MMO readers will recall that earlier this year, the industry erupted over a public relations fiasco Activision-Blizzard failed to adequately counter: In the midst of yet another round of layoffs for the company, CEO Bobby Kotick, already one of the highest-paid CEOs in the country, was poised to take advantage of a dodgy clause in his contract that could see him rake in as much as $200M more in payouts.
The backlash led to Activision’s board announcing that it would be halving Kotick’s base salary and annual bonus in the future, but not before the original reporting curiously vanished from the internet and a whole wave of new and identical counternarrative articles claiming the $200M number was bogus started cropping up in searches. (We reported on that whole weird situation at the end of the original article; it seemed to us that Activision was very invested in discrediting the $200M figure without actually going on the record to deny it. Bloomberg currently puts Kotick’s estimated 2021 bonus haul at closer to $155M.)
In any case, the movement forward this week is that Activision-Blizzard’s annual shareholders meeting was yesterday, and apparently while the company was able to vote on most agenda items, the board has extended the voting on executive pay by an extra week, contending that shareholders needed more time. Since the news was announced in an Activision-Blizzard press release, of course, the company recommends that shareholders approve the board’s proposal and reiterates its position that it’s already done enough to curtail executive pay excesses. “The Company’s Compensation Committee, after discussions with our CEO, took a significant step to reduce the originally-anticipated value of his 2021 performance-based equity award – reducing the value of its maximum payout opportunity by approximately 40%,” AB says.
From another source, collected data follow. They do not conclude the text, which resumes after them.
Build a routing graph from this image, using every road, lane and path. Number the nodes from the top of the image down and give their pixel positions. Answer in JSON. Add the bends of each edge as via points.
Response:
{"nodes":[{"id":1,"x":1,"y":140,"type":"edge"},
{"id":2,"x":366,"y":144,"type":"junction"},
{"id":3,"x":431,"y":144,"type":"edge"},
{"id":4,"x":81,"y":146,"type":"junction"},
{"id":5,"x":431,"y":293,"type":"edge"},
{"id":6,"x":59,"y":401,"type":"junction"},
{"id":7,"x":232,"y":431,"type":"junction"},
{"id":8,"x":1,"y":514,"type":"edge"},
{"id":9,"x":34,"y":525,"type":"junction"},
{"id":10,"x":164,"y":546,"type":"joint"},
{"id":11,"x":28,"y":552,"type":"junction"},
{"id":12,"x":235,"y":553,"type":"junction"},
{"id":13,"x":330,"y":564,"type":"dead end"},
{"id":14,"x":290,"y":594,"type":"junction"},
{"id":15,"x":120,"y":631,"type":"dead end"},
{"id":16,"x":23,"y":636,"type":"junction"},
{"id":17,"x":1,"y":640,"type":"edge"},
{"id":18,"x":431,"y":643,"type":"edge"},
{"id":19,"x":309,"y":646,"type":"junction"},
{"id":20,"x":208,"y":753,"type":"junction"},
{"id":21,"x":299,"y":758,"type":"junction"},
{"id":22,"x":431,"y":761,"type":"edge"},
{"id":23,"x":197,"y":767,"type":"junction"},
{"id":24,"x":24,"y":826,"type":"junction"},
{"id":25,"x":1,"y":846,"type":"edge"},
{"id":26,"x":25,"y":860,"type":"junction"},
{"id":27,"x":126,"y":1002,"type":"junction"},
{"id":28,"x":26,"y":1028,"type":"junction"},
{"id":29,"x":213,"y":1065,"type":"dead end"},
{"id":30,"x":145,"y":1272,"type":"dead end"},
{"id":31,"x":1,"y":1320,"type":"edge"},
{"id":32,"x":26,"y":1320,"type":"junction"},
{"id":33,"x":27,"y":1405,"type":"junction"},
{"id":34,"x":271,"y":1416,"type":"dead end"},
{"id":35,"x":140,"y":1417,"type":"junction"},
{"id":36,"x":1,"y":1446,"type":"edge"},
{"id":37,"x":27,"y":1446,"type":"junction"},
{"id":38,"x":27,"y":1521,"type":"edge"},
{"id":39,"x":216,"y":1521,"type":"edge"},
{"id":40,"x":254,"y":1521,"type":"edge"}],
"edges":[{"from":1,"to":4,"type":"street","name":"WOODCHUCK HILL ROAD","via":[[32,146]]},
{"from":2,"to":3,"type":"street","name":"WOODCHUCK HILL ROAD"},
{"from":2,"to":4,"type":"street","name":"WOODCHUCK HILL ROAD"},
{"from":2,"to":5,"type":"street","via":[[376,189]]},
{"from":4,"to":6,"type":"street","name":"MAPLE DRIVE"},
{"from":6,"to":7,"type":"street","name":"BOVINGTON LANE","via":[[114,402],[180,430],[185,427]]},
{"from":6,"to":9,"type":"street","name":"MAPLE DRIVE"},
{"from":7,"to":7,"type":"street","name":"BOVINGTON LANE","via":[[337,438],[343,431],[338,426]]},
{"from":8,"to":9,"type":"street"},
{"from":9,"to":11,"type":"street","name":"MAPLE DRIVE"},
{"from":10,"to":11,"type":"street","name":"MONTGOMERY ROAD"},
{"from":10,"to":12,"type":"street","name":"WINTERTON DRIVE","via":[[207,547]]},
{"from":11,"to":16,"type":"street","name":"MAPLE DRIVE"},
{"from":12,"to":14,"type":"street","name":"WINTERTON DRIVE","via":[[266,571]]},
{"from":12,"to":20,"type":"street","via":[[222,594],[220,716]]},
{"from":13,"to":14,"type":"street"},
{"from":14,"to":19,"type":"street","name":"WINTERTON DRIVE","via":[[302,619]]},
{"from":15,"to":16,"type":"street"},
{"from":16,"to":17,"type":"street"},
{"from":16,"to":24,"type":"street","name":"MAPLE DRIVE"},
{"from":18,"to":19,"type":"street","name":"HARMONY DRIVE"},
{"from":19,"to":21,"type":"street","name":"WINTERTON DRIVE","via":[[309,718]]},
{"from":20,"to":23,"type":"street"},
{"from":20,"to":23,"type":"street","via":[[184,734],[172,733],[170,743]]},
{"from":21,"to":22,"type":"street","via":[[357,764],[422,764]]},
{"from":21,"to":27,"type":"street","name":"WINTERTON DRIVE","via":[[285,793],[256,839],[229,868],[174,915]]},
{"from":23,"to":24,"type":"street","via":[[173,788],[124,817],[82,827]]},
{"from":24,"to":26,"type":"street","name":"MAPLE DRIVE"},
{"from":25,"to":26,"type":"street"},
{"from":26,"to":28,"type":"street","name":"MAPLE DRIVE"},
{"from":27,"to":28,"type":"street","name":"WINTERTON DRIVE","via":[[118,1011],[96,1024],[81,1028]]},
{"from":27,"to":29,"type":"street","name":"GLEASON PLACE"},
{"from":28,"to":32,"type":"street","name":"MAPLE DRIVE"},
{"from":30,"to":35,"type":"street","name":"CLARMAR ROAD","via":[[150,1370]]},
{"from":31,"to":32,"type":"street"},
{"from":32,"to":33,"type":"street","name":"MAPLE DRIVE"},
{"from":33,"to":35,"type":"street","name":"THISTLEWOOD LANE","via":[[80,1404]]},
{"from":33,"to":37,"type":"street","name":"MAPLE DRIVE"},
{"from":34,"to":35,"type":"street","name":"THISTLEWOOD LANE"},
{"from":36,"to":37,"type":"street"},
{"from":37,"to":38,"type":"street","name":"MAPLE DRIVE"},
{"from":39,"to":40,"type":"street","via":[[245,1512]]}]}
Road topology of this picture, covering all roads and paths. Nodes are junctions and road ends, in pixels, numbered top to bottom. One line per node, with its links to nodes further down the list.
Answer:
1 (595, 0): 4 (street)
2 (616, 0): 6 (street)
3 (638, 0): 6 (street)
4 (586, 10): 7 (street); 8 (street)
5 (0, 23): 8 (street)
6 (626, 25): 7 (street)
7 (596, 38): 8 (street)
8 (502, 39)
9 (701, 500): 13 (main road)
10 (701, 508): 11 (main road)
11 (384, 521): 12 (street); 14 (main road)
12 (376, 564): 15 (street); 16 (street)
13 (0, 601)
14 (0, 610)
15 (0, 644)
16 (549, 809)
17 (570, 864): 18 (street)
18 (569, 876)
But AB also uses the press release to disparage industry reporting on its C-suite compensation as “misleading” and implies that shareholders have traditionally supported the company’s executive pay, pointing to large majority votes in 2018 and 2019 but neglecting to mention 2020 when that was not the case. The shade appears to be directed at CtW Investment Group, which without a doubt has been the investor group at the forefront of agitation against corporate pay abuses in the last few years. The group, which purports to represent long-term Activision-Blizzard investors, declared a spiritual victory last year in its efforts to curb executive pay abuses when it convinced over 43% of AB shareholders to vote against AB’s “say-on-pay” policy. (It also successfully convinced a large majority of EA shareholders of the same.)
The group was back with a press release of its own last night, arguing that 86% of the votes were already in and that AB is merely trying to sway the vote. “Activision Blizzard board’s action today is desperate attempt to avoid losing the shareholder vote on executives’ pay,” CtW claims. “The Activision board should call an end to this charade.”